**Exercise instructions:** Emit an exact copy of the lines running from the start of the records to the line containing "Turn the roads", both included.

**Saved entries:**
________________

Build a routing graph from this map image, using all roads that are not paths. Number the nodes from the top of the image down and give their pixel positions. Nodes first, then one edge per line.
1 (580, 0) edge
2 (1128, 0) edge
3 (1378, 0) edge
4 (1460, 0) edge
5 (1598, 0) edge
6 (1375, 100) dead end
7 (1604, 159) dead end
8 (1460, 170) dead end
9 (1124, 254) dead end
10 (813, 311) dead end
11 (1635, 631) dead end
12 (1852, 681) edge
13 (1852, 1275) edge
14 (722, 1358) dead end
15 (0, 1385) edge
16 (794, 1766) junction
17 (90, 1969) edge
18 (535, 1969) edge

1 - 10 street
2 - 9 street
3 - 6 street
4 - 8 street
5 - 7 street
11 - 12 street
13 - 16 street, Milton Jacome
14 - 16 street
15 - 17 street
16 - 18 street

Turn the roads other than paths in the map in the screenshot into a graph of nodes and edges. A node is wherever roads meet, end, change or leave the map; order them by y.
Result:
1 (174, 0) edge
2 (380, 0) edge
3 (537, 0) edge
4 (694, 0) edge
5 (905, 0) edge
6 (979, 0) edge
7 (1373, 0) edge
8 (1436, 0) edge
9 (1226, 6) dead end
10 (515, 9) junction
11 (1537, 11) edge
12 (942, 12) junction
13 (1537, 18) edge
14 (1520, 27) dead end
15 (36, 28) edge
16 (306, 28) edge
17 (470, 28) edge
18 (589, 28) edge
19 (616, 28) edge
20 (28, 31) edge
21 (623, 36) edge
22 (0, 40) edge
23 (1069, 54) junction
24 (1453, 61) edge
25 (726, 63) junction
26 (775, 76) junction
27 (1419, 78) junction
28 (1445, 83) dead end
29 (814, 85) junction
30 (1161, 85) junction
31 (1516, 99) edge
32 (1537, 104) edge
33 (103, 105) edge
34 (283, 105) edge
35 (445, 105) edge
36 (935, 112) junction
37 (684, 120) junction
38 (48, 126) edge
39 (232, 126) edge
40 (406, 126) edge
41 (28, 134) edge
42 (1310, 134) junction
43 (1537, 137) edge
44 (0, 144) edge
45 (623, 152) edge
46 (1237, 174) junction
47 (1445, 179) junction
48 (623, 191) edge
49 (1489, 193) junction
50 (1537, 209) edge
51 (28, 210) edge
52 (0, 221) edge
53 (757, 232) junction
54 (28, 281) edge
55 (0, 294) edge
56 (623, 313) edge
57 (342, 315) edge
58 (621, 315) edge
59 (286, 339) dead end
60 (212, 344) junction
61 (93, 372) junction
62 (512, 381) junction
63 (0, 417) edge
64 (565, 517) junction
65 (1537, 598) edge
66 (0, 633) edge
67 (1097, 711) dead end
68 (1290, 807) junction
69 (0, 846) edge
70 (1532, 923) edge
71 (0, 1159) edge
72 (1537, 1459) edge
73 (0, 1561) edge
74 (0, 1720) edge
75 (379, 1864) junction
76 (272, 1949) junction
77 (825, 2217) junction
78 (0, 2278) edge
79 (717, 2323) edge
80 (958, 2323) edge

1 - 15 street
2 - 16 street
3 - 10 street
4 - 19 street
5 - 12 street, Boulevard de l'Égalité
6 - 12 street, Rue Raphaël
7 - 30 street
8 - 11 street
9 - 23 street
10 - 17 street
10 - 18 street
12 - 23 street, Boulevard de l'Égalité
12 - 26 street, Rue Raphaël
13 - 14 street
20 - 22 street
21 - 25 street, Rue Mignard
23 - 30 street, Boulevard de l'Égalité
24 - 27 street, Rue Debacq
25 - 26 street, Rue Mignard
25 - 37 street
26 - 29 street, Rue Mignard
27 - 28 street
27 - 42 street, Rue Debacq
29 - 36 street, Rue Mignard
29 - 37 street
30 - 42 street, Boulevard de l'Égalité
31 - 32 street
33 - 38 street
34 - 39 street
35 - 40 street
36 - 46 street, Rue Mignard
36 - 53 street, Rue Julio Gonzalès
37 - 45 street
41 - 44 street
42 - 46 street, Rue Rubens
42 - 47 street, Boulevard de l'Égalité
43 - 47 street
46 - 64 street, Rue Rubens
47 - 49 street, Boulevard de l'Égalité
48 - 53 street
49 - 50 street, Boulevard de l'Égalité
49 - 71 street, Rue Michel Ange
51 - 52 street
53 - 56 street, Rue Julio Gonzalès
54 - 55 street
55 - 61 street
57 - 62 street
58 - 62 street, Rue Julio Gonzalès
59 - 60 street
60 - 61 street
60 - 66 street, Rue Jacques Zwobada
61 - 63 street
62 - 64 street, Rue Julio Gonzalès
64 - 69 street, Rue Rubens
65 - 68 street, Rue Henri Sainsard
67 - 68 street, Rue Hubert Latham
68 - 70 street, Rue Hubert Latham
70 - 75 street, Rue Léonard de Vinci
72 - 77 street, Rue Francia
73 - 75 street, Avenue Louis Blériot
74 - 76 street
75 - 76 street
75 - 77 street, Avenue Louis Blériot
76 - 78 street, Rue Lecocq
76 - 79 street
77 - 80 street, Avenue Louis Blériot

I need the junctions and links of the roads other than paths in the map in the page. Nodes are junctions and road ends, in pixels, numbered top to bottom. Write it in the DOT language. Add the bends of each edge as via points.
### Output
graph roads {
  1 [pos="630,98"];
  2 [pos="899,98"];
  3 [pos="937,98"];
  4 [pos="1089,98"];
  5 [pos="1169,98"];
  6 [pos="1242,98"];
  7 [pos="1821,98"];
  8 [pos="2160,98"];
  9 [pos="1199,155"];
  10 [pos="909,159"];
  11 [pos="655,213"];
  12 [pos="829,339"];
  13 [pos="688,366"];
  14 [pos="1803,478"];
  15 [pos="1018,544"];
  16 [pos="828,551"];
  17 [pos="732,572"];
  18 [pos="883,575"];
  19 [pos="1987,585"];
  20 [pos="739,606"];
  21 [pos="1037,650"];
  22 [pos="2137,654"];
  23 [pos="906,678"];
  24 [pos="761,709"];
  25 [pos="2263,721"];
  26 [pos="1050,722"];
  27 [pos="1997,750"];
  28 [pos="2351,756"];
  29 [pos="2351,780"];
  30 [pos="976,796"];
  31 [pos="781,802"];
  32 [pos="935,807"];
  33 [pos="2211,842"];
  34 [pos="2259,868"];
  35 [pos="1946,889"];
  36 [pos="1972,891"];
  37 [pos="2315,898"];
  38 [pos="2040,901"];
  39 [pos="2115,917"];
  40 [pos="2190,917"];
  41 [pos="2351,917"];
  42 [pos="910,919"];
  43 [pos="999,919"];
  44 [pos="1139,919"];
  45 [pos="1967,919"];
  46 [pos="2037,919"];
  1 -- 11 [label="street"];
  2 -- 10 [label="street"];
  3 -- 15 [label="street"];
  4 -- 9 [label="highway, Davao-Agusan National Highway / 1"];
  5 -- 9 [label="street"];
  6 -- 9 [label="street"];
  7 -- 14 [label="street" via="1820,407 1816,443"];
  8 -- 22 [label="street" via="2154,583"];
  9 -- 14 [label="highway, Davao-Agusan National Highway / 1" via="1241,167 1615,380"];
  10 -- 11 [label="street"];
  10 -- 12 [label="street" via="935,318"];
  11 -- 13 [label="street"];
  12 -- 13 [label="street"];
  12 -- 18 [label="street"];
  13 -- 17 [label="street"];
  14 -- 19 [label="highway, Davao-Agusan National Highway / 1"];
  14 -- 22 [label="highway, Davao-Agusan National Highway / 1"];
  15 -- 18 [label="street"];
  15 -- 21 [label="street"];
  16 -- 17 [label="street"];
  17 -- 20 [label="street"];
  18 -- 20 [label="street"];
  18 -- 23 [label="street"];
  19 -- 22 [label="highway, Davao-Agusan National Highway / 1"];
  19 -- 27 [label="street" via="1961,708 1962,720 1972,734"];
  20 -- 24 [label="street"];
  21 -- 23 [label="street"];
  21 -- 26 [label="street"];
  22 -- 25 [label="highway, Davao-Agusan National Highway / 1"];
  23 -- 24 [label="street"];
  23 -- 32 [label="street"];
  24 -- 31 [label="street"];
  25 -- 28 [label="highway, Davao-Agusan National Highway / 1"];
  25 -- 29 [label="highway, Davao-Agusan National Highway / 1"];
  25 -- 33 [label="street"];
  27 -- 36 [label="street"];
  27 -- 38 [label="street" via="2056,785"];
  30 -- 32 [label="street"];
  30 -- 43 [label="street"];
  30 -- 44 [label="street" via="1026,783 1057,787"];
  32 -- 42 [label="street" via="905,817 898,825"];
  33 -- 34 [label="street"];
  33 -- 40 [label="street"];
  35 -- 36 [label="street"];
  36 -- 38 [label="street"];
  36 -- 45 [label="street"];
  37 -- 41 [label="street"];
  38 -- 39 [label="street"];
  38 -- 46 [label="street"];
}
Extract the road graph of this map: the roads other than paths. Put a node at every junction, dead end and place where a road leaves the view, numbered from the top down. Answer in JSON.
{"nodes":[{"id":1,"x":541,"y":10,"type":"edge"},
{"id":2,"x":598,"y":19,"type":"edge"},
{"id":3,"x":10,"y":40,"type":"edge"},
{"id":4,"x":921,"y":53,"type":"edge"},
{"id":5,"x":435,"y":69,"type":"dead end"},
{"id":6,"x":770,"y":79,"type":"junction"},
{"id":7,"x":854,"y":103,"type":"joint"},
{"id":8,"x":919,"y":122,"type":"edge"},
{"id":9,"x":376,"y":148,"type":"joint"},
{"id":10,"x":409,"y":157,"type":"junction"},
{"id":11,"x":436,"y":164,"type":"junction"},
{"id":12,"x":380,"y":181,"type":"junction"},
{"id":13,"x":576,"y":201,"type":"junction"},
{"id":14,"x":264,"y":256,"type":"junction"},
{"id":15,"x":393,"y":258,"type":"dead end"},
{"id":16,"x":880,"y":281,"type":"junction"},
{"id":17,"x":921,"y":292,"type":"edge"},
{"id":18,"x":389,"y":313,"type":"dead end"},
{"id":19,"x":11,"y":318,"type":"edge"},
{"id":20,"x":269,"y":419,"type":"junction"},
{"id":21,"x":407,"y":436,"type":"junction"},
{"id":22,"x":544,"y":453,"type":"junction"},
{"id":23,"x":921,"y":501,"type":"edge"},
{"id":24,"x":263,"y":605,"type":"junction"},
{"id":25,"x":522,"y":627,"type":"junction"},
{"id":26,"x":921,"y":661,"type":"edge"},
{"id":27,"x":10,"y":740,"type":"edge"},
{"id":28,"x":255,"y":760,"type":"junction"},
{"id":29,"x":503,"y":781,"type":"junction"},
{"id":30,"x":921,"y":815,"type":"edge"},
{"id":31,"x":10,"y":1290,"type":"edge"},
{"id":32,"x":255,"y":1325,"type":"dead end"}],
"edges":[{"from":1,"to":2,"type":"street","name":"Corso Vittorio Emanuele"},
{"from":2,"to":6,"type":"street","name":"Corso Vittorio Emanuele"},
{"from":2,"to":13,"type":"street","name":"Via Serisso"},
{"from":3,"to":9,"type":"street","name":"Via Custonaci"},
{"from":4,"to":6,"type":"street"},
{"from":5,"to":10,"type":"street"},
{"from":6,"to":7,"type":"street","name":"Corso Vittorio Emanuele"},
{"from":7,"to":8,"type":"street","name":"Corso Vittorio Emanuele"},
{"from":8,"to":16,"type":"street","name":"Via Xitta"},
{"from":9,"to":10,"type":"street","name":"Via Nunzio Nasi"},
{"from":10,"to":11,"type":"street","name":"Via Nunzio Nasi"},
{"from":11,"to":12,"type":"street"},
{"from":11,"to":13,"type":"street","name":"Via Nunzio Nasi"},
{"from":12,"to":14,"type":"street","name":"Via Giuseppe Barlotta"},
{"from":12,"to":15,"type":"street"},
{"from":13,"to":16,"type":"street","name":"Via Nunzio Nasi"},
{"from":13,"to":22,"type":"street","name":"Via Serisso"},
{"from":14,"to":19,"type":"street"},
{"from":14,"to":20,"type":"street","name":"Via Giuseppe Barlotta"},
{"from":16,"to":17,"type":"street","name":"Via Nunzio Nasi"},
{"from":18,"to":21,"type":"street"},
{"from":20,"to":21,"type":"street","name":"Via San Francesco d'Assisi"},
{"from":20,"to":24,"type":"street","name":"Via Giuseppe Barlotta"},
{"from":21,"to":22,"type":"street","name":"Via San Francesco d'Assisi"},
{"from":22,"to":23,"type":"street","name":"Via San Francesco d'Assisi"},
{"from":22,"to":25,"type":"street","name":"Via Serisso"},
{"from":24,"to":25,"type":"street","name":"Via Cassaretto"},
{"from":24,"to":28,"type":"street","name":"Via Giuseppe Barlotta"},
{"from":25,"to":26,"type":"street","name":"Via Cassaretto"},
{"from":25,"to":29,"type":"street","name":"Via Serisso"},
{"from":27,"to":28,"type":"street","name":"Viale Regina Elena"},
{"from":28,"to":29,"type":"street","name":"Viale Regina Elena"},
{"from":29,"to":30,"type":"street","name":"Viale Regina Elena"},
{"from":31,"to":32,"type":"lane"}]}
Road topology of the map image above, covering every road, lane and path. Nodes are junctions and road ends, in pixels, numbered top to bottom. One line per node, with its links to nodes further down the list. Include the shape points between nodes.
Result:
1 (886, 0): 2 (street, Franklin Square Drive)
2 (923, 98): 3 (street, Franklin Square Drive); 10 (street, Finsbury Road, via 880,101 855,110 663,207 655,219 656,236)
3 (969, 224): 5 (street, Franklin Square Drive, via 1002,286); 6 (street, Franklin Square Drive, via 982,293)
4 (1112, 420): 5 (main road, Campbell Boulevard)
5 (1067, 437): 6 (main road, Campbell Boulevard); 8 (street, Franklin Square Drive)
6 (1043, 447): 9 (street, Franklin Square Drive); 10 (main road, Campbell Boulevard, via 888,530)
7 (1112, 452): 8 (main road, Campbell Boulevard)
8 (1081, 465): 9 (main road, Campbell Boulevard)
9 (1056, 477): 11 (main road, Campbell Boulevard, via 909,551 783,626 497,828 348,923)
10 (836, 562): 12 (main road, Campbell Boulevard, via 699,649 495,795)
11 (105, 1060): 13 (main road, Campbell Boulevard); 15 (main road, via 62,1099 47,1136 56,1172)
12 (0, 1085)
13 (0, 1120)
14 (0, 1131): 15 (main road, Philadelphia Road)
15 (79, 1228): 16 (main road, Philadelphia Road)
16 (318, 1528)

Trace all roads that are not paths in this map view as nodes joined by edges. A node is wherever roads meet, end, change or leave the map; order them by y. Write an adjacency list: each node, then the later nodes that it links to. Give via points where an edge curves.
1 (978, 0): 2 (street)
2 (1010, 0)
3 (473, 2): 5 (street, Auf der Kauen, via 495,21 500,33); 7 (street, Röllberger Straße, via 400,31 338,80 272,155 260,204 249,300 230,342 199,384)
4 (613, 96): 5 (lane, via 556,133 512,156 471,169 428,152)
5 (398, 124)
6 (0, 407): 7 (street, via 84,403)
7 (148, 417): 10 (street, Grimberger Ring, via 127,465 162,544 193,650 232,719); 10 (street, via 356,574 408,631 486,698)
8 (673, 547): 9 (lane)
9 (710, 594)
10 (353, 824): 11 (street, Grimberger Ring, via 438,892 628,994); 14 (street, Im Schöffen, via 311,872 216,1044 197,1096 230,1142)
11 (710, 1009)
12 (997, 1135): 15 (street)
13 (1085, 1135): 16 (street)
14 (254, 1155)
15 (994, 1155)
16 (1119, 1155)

________________

**Answer for the task:**
Build a routing graph from this map image, using all roads that are not paths. Number the nodes from the top of the image down and give their pixel positions. Nodes first, then one edge per line.
1 (580, 0) edge
2 (1128, 0) edge
3 (1378, 0) edge
4 (1460, 0) edge
5 (1598, 0) edge
6 (1375, 100) dead end
7 (1604, 159) dead end
8 (1460, 170) dead end
9 (1124, 254) dead end
10 (813, 311) dead end
11 (1635, 631) dead end
12 (1852, 681) edge
13 (1852, 1275) edge
14 (722, 1358) dead end
15 (0, 1385) edge
16 (794, 1766) junction
17 (90, 1969) edge
18 (535, 1969) edge

1 - 10 street
2 - 9 street
3 - 6 street
4 - 8 street
5 - 7 street
11 - 12 street
13 - 16 street, Milton Jacome
14 - 16 street
15 - 17 street
16 - 18 street

Turn the roads other than paths in the map in the screenshot into a graph of nodes and edges. A node is wherever roads meet, end, change or leave the map; order them by y.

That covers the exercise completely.